When kicking the butt is difficult
Smoking

Smoking causes more than one in 10 deaths worldwide with a global loss of nearly 150 million disability-adjusted life-years. In India alone, about one million Indians die from smoking-related causes every year, which are amongst the top three reasons to die. In spite of the health impact, cigarette smoking has been continually increasing globally. Smoking is a global crisis and the efforts to mitigate it, must emerge from global efforts.

The first medical study in 1950s conclusively linked smoking and lung cancer. While responding to the study, major players adopted filter as an integral component of cigarettes. The idea behind the filter was to screen out tar and nicotine to make the cigarette “safer.” By 1960s, filter cigarettes dominated the market. However, this did not lead to reduction in smoke induced ailments and the number of smokers continued to grow.

Of late, global brands like Philip Morris International (PMI) launched IQOS, an innovative product built on the principle of “Heat-Not-Burn” technology. IQOS, along with e-cigarettes, offered smokers a safer alternative than continued smoking. However, Philip Morris’ vision of cigarette-free future met with scepticism as it did not bring the desired change; smokers kept sticking to older version as a habit.

UK-based British American Tobacco also made e-cigarettes under the Vype brand and launched a competitive product called glo, which also didn’t work. Similarly, Imperial Tobacco also did not publish figures of its sales of vaporiser product, which  was launched to match IQOS and glo. The chief reason for failure was the nicotine kick in the conventional cigarettes, which could not be experienced in the new products.

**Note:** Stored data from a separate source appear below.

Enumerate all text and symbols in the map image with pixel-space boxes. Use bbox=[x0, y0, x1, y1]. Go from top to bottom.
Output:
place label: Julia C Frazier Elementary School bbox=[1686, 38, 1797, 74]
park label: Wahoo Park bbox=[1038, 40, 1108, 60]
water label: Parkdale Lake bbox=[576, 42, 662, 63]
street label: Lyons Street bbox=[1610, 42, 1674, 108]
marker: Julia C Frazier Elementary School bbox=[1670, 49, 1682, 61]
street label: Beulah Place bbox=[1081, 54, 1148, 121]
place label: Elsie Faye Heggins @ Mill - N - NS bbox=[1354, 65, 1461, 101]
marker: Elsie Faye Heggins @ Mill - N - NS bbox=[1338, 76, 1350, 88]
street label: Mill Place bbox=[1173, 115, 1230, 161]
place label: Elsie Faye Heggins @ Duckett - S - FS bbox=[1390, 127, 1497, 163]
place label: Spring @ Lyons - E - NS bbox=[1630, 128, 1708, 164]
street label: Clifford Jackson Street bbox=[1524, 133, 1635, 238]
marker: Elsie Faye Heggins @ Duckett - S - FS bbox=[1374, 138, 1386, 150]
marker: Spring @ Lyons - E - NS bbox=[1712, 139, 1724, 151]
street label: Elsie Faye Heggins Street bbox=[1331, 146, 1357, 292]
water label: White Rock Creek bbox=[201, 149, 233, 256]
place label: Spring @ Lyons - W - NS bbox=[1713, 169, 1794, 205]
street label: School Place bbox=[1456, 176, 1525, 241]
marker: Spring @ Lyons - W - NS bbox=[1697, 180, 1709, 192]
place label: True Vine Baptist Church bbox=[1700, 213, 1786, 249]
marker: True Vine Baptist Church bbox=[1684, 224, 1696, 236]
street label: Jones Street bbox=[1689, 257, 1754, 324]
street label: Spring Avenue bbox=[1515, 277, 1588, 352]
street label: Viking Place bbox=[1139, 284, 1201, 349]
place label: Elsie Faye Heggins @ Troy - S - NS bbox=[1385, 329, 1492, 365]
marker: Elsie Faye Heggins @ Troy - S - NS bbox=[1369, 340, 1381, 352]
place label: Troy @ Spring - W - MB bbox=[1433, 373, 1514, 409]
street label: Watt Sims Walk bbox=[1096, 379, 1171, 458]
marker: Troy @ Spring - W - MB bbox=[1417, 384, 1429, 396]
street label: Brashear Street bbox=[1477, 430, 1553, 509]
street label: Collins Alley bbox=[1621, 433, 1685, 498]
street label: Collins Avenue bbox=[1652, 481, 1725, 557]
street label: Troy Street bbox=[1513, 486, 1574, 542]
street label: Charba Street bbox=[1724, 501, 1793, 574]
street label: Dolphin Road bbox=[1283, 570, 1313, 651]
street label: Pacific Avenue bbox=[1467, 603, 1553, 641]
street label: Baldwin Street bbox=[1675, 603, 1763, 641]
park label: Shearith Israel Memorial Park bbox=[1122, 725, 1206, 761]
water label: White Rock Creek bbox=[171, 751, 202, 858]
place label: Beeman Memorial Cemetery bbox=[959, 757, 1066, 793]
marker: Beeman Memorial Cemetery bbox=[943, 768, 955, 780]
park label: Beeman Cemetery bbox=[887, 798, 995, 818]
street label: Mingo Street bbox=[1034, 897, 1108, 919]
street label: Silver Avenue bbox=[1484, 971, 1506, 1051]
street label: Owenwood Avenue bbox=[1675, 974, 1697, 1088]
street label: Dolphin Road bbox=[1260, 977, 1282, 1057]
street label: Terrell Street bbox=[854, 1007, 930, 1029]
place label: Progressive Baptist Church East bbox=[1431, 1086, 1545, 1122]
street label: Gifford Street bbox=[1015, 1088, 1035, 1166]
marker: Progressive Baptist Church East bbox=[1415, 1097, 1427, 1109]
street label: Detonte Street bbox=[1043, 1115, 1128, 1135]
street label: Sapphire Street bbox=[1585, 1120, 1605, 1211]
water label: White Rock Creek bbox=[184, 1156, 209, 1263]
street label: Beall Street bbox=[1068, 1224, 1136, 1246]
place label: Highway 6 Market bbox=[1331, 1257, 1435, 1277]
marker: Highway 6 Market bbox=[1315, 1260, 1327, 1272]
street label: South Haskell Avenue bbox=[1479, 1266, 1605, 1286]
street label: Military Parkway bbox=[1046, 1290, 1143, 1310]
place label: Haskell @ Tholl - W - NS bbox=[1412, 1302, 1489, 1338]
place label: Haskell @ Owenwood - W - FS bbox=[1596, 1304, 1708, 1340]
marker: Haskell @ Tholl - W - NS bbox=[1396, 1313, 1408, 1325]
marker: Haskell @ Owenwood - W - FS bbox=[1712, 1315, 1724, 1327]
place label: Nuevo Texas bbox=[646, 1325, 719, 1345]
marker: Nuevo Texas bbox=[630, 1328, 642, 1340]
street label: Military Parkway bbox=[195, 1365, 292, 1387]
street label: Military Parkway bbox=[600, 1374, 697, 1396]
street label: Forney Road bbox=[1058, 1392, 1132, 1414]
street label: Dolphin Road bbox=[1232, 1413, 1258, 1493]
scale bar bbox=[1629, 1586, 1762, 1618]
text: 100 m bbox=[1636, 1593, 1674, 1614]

Many countries such as the US, UK, Italy, Japan, India and France have begun to embrace alternatives methods of high taxes and explicit diseased pictures. Amongst various innovations, the new technology called as ‘ZIPAC’ (Zip Activated Charcoal) has shown tremendous potential. It could prevent the smokers from lopping off their lives, reducing smoke induced ailments, especially cancer by 80-85 per cent.

With ZIPAC technology, most of harmful content p-BSQ (p-benzosemiquinone), which is also commonly present in the tar phase of cigarette smoke, is proved to be arrested through a chemical reaction. This filter is a ‘Make in India’ initiative — from the concept, invention to product components, all are India-specific and also approved by the Council for Scientific and Industrial Research. The technology has already received patents globally from many countries.

The time has now come to shun the dogmatic and withered approaches. We need to attack the more harmful molecules of cigarette smoking, which would lead to reduction of the health hazards of smoking on the society. 
To permanently bend the global tobacco epidemic’s trajectory, a renewed and sustained focus is needed on comprehensive tobacco control policies especially by trying innovations that can bring the required change.